Голос Boca стал каким-то выспренним, а губы сложились в некое подобие куриной гузки.
— И точно! Пейзаж-мечта. Да, я мечтал. Стена и проститутка. Но я, я мечтал. Смотрел и мечтал. А когда ты смотришь на что-то уродливое, твоя мечта, как бы это выразить…
Он пробормотал что-то на непонятном языке.
— Ты строишь свою мечту. А когда ты смотришь на что-то красивое, ты не мечтаешь. Или просто растворяешься в своей мечте. Допустим, ты видишь писсуар. Знаешь, такие миленькие зеленые пластинки, какие часто встречаются в писсуарах, а думаешь об Ангкор — Вате. А если ты глядишь на Ангкор-Ват, то ты больше ни о чем не думаешь. Или думаешь о каких-нибудь глупостях, которые быстро забываешь. Ты говоришь себе: надо же, а куда бы мне отойти пописать? Ты любишь женщину…
Андрасси вздрогнул. Для влюбленного все кажется намеком.
— Нет, нет, — стал он глупо возражать.
— Или мальчика, мне все равно. Кого-то, о ком ты можешь думать. Так вот, посмотри на меня. Это такой опыт, дружище. Научный. Смотри на меня и постарайся думать об этой женщине.
— Я тебя уверяю…
— Научный! — безапелляционно отрезал Вос.
Андрасси стал перед ним и начал смотреть на него. Он рассматривал его длинное загорелое лицо, вглядывался в кажущиеся продолговатыми зрачки, зеленые глаза и увидел, как она медленно возникает — ее взгляд, ее улыбка, ее волосы, словно пена вокруг лица. Она шла к нему, приближалась, она улыбалась.
— Ну, — прервал его видения Вос. — Не делай такие глаза. Надеюсь, ты подумал хотя бы о ее сиськах. А теперь посмотри на море или на гору.

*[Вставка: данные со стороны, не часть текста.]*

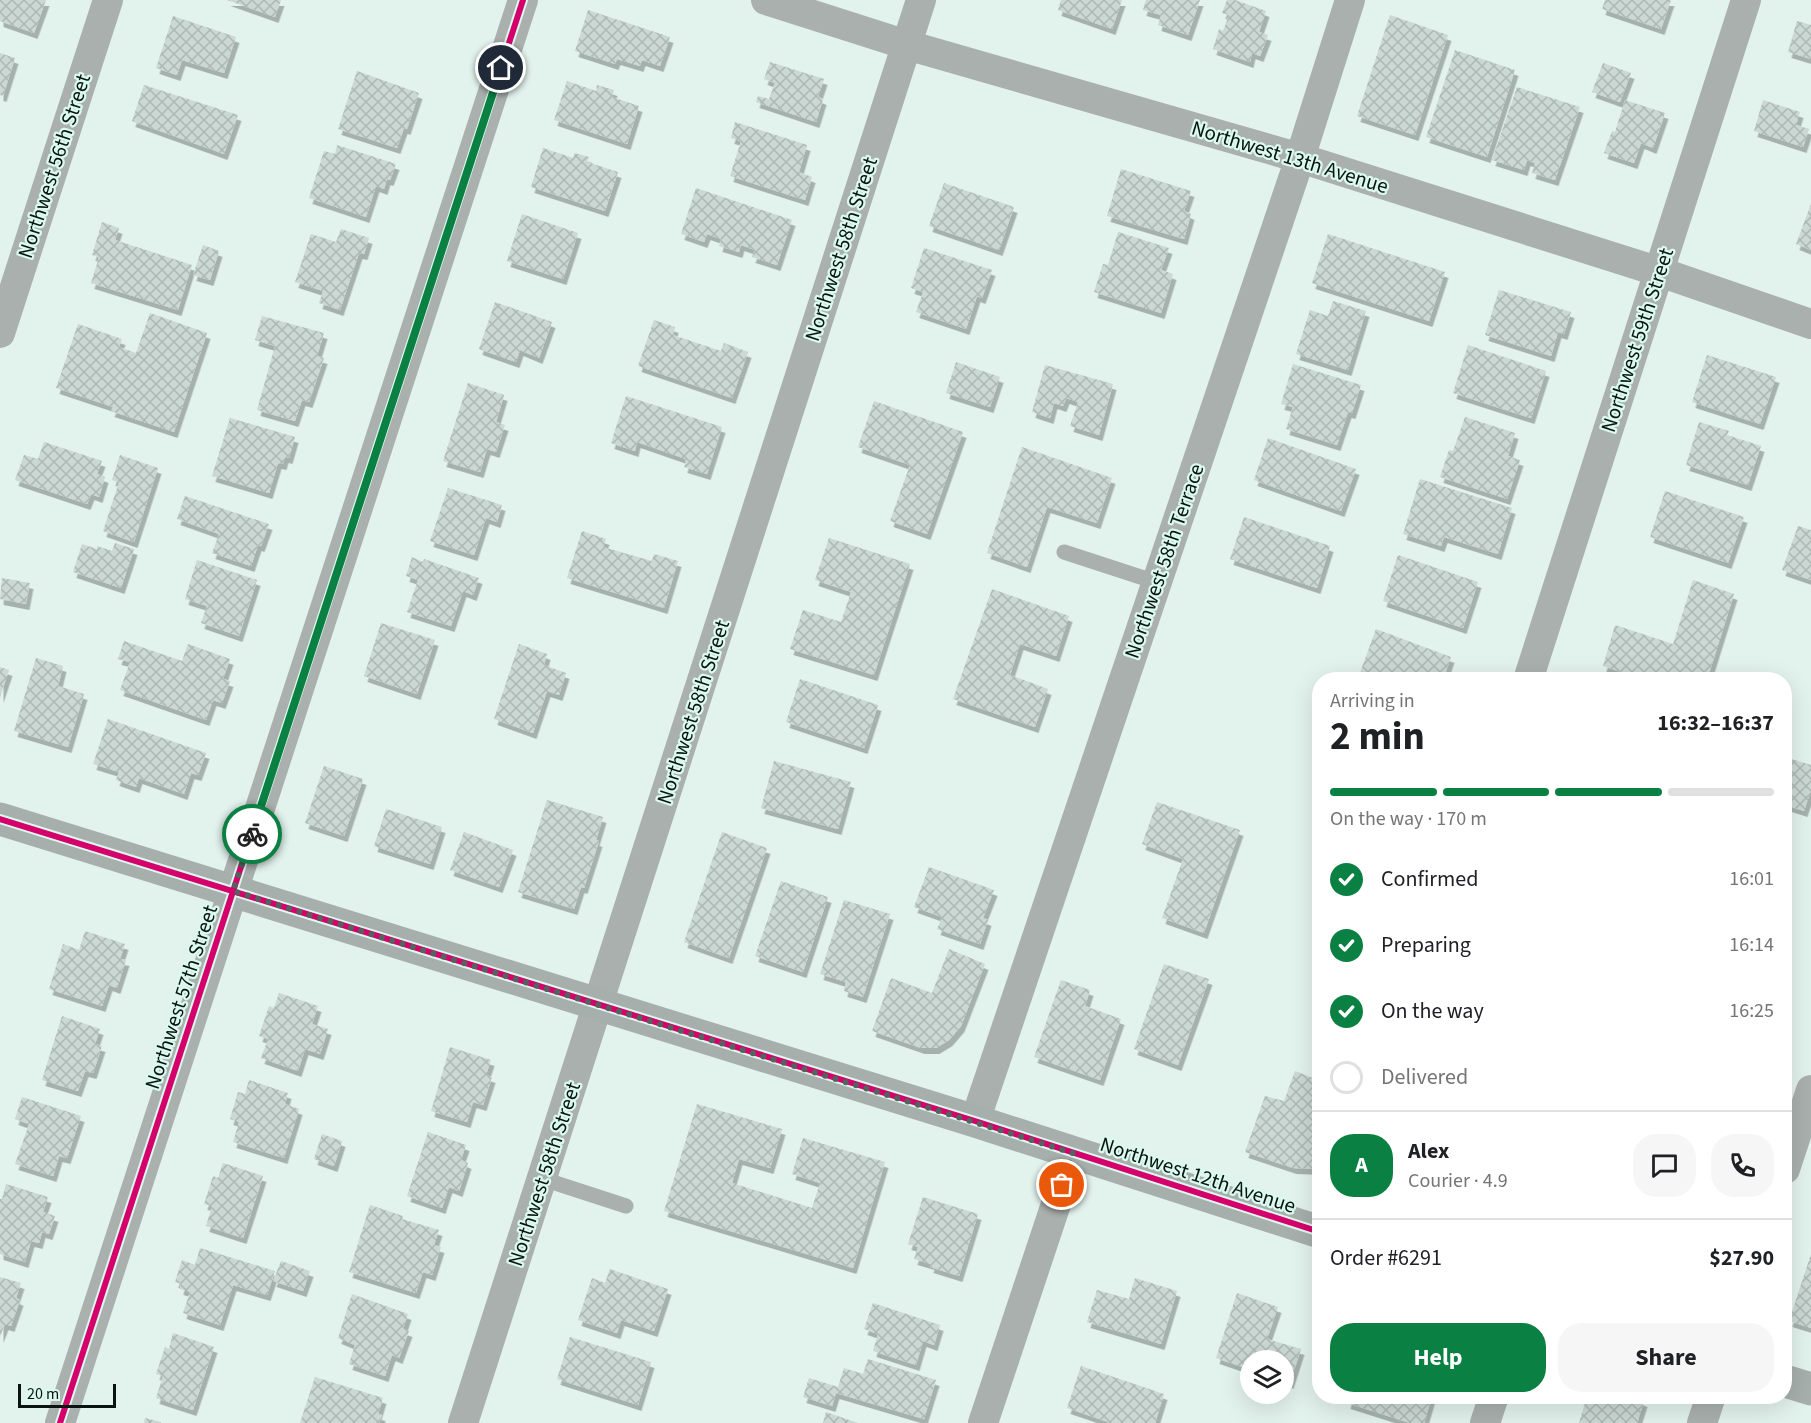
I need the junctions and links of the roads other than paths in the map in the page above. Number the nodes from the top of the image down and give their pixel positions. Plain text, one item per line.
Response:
1 (108, 0) edge
2 (523, 0) edge
3 (766, 0) edge
4 (921, 0) edge
5 (1350, 0) edge
6 (1746, 0) edge
7 (907, 45) junction
8 (1300, 158) junction
9 (1660, 272) junction
10 (2, 316) edge
11 (1811, 324) edge
12 (1064, 552) dead end
13 (1156, 582) junction
14 (1531, 672) edge
15 (0, 819) edge
16 (233, 891) junction
17 (600, 1005) junction
18 (1811, 1090) edge
19 (975, 1121) junction
20 (1792, 1148) edge
21 (1073, 1153) junction
22 (543, 1179) junction
23 (626, 1206) dead end
24 (1312, 1229) edge
25 (1792, 1383) edge
26 (1811, 1389) edge
27 (1491, 1404) edge
28 (1708, 1404) edge
29 (60, 1423) edge
30 (464, 1423) edge
31 (983, 1423) edge
32 (1485, 1423) edge
33 (1702, 1423) edge

1 - 10 street, Northwest 56th Street
2 - 16 street, Northwest 57th Street
3 - 7 street, Northwest 13th Avenue
4 - 7 street, Northwest 58th Street
5 - 8 street, Northwest 58th Terrace
6 - 9 street, Northwest 59th Street
7 - 8 street, Northwest 13th Avenue
7 - 17 street, Northwest 58th Street
8 - 9 street, Northwest 13th Avenue
8 - 13 street, Northwest 58th Terrace
9 - 11 street, Northwest 13th Avenue
9 - 14 street, Northwest 59th Street
12 - 13 lane
13 - 19 street, Northwest 58th Terrace
15 - 16 main road, Northwest 12th Avenue
16 - 17 main road, Northwest 12th Avenue
16 - 29 street, Northwest 57th Street
17 - 19 main road, Northwest 12th Avenue
17 - 22 street, Northwest 58th Street
18 - 20 street
19 - 21 main road, Northwest 12th Avenue
21 - 24 main road, Northwest 12th Avenue
21 - 31 street
22 - 23 lane
22 - 30 street, Northwest 58th Street
25 - 26 main road
27 - 32 street
28 - 33 street

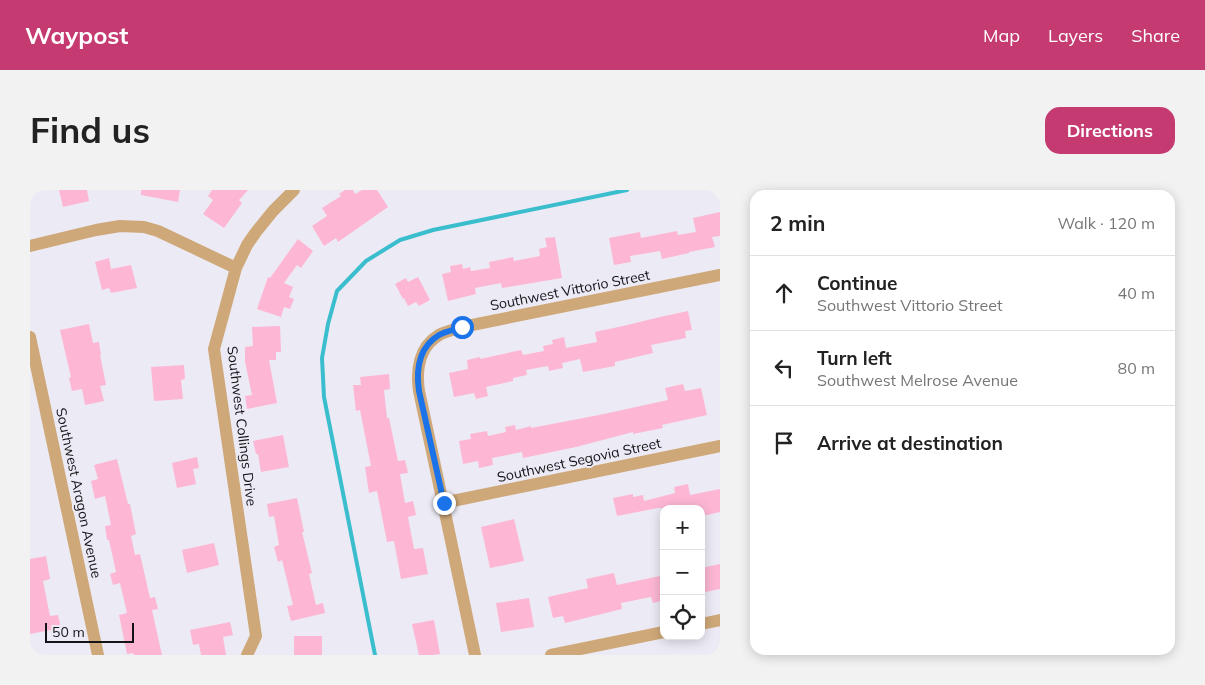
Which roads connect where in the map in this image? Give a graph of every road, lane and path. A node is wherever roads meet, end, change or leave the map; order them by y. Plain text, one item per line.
1 (294, 190) edge
2 (30, 246) edge
3 (236, 268) junction
4 (720, 275) edge
5 (30, 337) edge
6 (720, 446) edge
7 (444, 503) junction
8 (720, 620) edge
9 (705, 623) edge
10 (660, 633) edge
11 (98, 655) edge
12 (247, 655) edge
13 (474, 655) edge
14 (551, 655) edge

1 - 3 street, Southwest Collings Drive
2 - 3 street
3 - 12 street, Southwest Collings Drive
4 - 7 street, Southwest Vittorio Street
5 - 11 street, Southwest Aragon Avenue
6 - 7 street, Southwest Segovia Street
7 - 13 street
8 - 9 street
10 - 14 street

Андрасси отвел свой взгляд.
— Ты все еще видишь ее, а?
Андрасси нахмурил брови, образовавшие густую, наморщенную щеточку. И смотрел изо всех сил. Но любимое лицо растворялось, искажалось, терялось среди кустов, исчезало в темно-зеленой листве. Он повернулся к морю. Ярко светило солнце. Синяя вода искрилась тысячами слюдяных блесток, А лицо исчезло.
— Ну, как?
— Невероятно! — воскликнул пораженный Андрасси.
Вос, довольный, улыбался. У его ног, по краю террасы вился бордюр из приземистых цинний. На террасе появились двое мужчин, один небольшого роста, коренастый в желтой куртке, другой постарше, с голубыми холодными глазами. Они держались за руки и оживленно беседовали. На английском языке. Они спустились в сад.
— Ничего себе! — удивился Андрасси. — И это у добродетельной Сан-Джованни, казначейши религиозного братства Сен-Венсан-де-Поля.
Вос улыбнулся немного странно. Андрасси стало неловко. В конце концов… Кто знает, может, Вос и сам… Но вдруг перед ними возник Форстетнер. На нем был пиджак из габардина нежно-голубого цвета, который на ком-нибудь другом смотрелся бы чудесно.